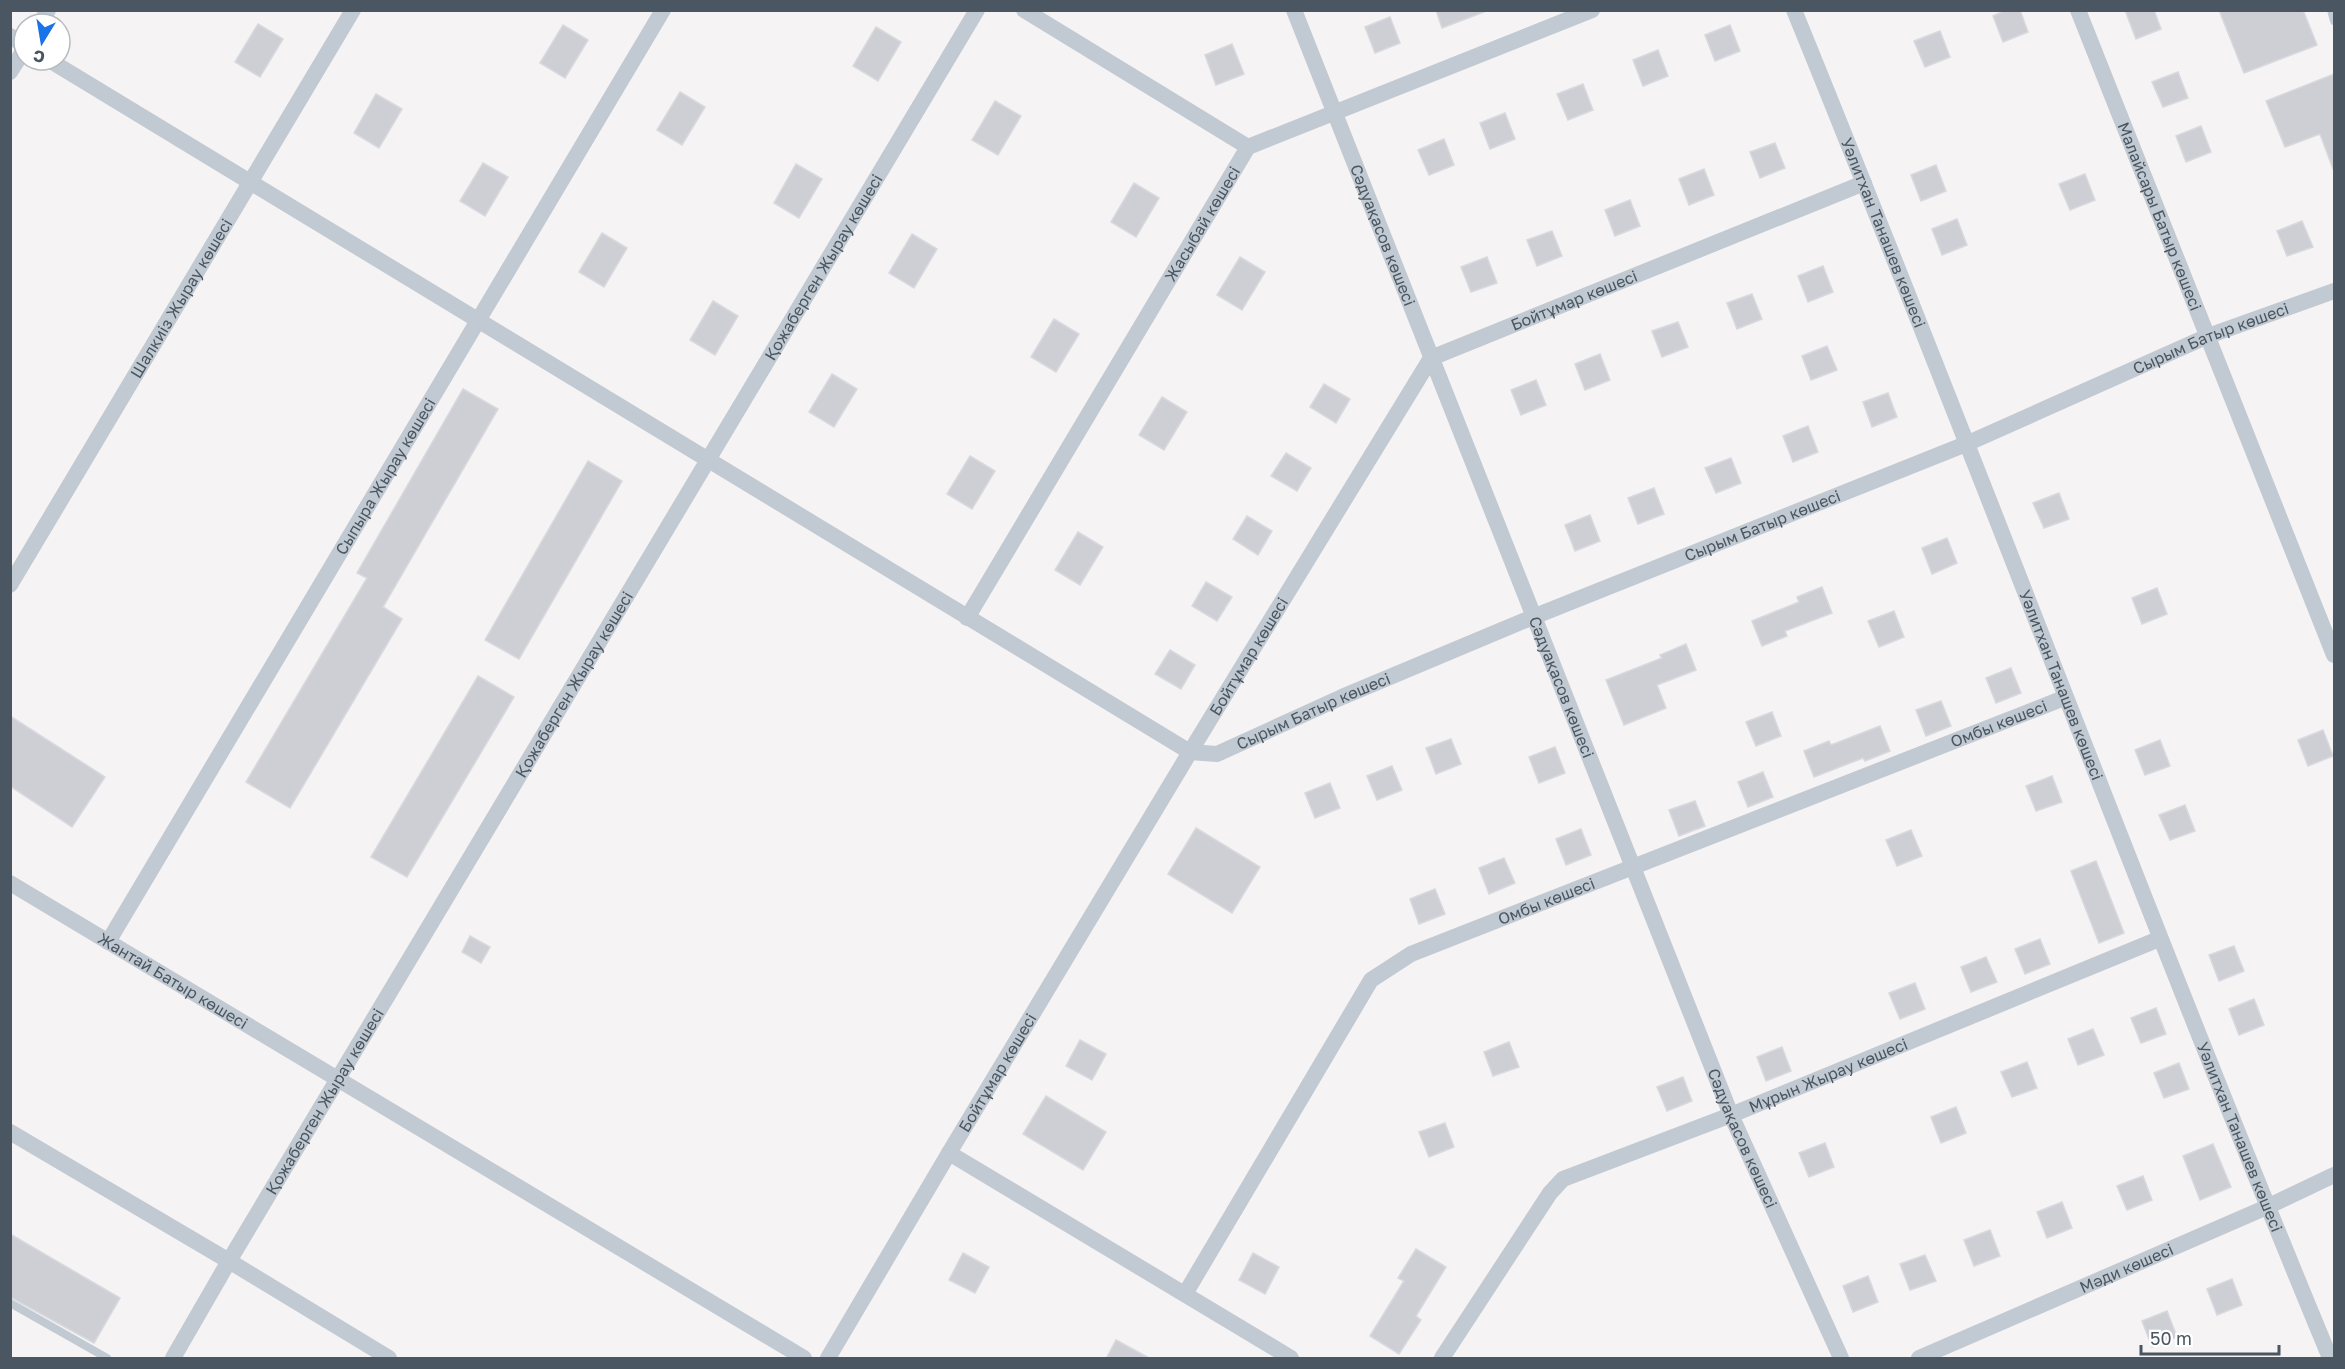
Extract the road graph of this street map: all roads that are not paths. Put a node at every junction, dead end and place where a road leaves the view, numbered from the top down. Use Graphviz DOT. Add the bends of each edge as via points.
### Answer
graph roads {
  1 [pos="353,10"];
  2 [pos="663,10"];
  3 [pos="977,10"];
  4 [pos="1024,10"];
  5 [pos="1294,10"];
  6 [pos="1592,10"];
  7 [pos="1794,10"];
  8 [pos="2078,10"];
  9 [pos="2331,10"];
  10 [pos="2334,21"];
  11 [pos="69,72"];
  12 [pos="1336,112"];
  13 [pos="1248,147"];
  14 [pos="251,181"];
  15 [pos="1864,183"];
  16 [pos="2334,291"];
  17 [pos="479,319"];
  18 [pos="2208,336"];
  19 [pos="1431,358"];
  20 [pos="1966,444"];
  21 [pos="707,459"];
  22 [pos="10,585"];
  23 [pos="1533,617"];
  24 [pos="967,618"];
  25 [pos="2334,655"];
  26 [pos="2064,698"];
  27 [pos="1190,752"];
  28 [pos="1632,867"];
  29 [pos="10,883"];
  30 [pos="2159,939"];
  31 [pos="108,942"];
  32 [pos="338,1078"];
  33 [pos="1731,1114"];
  34 [pos="10,1132"];
  35 [pos="949,1153"];
  36 [pos="2334,1175"];
  37 [pos="2267,1207"];
  38 [pos="229,1261"];
  39 [pos="1185,1294"];
  40 [pos="10,1303"];
  41 [pos="107,1359"];
  42 [pos="173,1359"];
  43 [pos="388,1359"];
  44 [pos="804,1359"];
  45 [pos="828,1359"];
  46 [pos="1291,1359"];
  47 [pos="1442,1359"];
  48 [pos="1841,1359"];
  49 [pos="1919,1359"];
  50 [pos="2330,1359"];
  1 -- 14 [label="street, Шалкиіз Жырау көшесі"];
  2 -- 17 [label="street, Сыпыра Жырау көшесі"];
  3 -- 21 [label="street, Қожаберген Жырау көшесі"];
  4 -- 13 [label="street"];
  5 -- 12 [label="street, Сәдуақасов көшесі"];
  6 -- 12 [label="street, Жасыбай көшесі"];
  7 -- 15 [label="street, Уәлитхан Танашев көшесі"];
  8 -- 18 [label="street, Малайсары Батыр көшесі"];
  9 -- 10 [label="lane"];
  11 -- 14 [label="street"];
  12 -- 13 [label="street, Жасыбай көшесі"];
  12 -- 19 [label="street, Сәдуақасов көшесі"];
  13 -- 24 [label="street, Жасыбай көшесі"];
  14 -- 17 [label="street"];
  14 -- 22 [label="street, Шалкиіз Жырау көшесі"];
  15 -- 19 [label="street, Бойтұмар көшесі"];
  15 -- 20 [label="street, Уәлитхан Танашев көшесі"];
  16 -- 18 [label="street, Сырым Батыр көшесі"];
  17 -- 21 [label="street"];
  17 -- 31 [label="street, Сыпыра Жырау көшесі"];
  18 -- 20 [label="street, Сырым Батыр көшесі"];
  18 -- 25 [label="street, Малайсары Батыр көшесі"];
  19 -- 23 [label="street, Сәдуақасов көшесі"];
  19 -- 27 [label="street, Бойтұмар көшесі"];
  20 -- 23 [label="street, Сырым Батыр көшесі"];
  20 -- 26 [label="street, Уәлитхан Танашев көшесі"];
  21 -- 24 [label="street"];
  21 -- 32 [label="street, Қожаберген Жырау көшесі"];
  23 -- 27 [label="street, Сырым Батыр көшесі" via="1217,754"];
  23 -- 28 [label="street, Сәдуақасов көшесі"];
  24 -- 27 [label="street"];
  26 -- 28 [label="street, Омбы көшесі"];
  26 -- 30 [label="street, Уәлитхан Танашев көшесі"];
  27 -- 35 [label="street, Бойтұмар көшесі"];
  28 -- 33 [label="street, Сәдуақасов көшесі"];
  28 -- 39 [label="street, Омбы көшесі" via="1412,954 1371,980"];
  29 -- 31 [label="street, Жантай Батыр көшесі"];
  30 -- 33 [label="street, Мұрын Жырау көшесі"];
  30 -- 37 [label="street, Уәлитхан Танашев көшесі"];
  31 -- 32 [label="street, Жантай Батыр көшесі"];
  32 -- 38 [label="street, Қожаберген Жырау көшесі"];
  32 -- 44 [label="street, Жантай Батыр көшесі"];
  33 -- 47 [label="street, Мұрын Жырау көшесі" via="1563,1179"];
  33 -- 48 [label="street, Сәдуақасов көшесі"];
  34 -- 38 [label="street"];
  35 -- 39 [label="street"];
  35 -- 45 [label="street, Бойтұмар көшесі"];
  36 -- 37 [label="street, Мәди көшесі"];
  37 -- 49 [label="street, Мәди көшесі"];
  37 -- 50 [label="street, Уәлитхан Танашев көшесі"];
  38 -- 42 [label="street, Қожаберген Жырау көшесі"];
  38 -- 43 [label="street"];
  39 -- 46 [label="street"];
  40 -- 41 [label="lane"];
}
•••••
> _Exercise aim_
Only the lines above that hold "graph" are wanted. Show every one of them.

> _Solved problem_
Extract the road graph of this street map: all roads that are not paths. Put a node at every junction, dead end and place where a road leaves the view, numbered from the top down. Use Graphviz DOT. Add the bends of each edge as via points.
graph roads {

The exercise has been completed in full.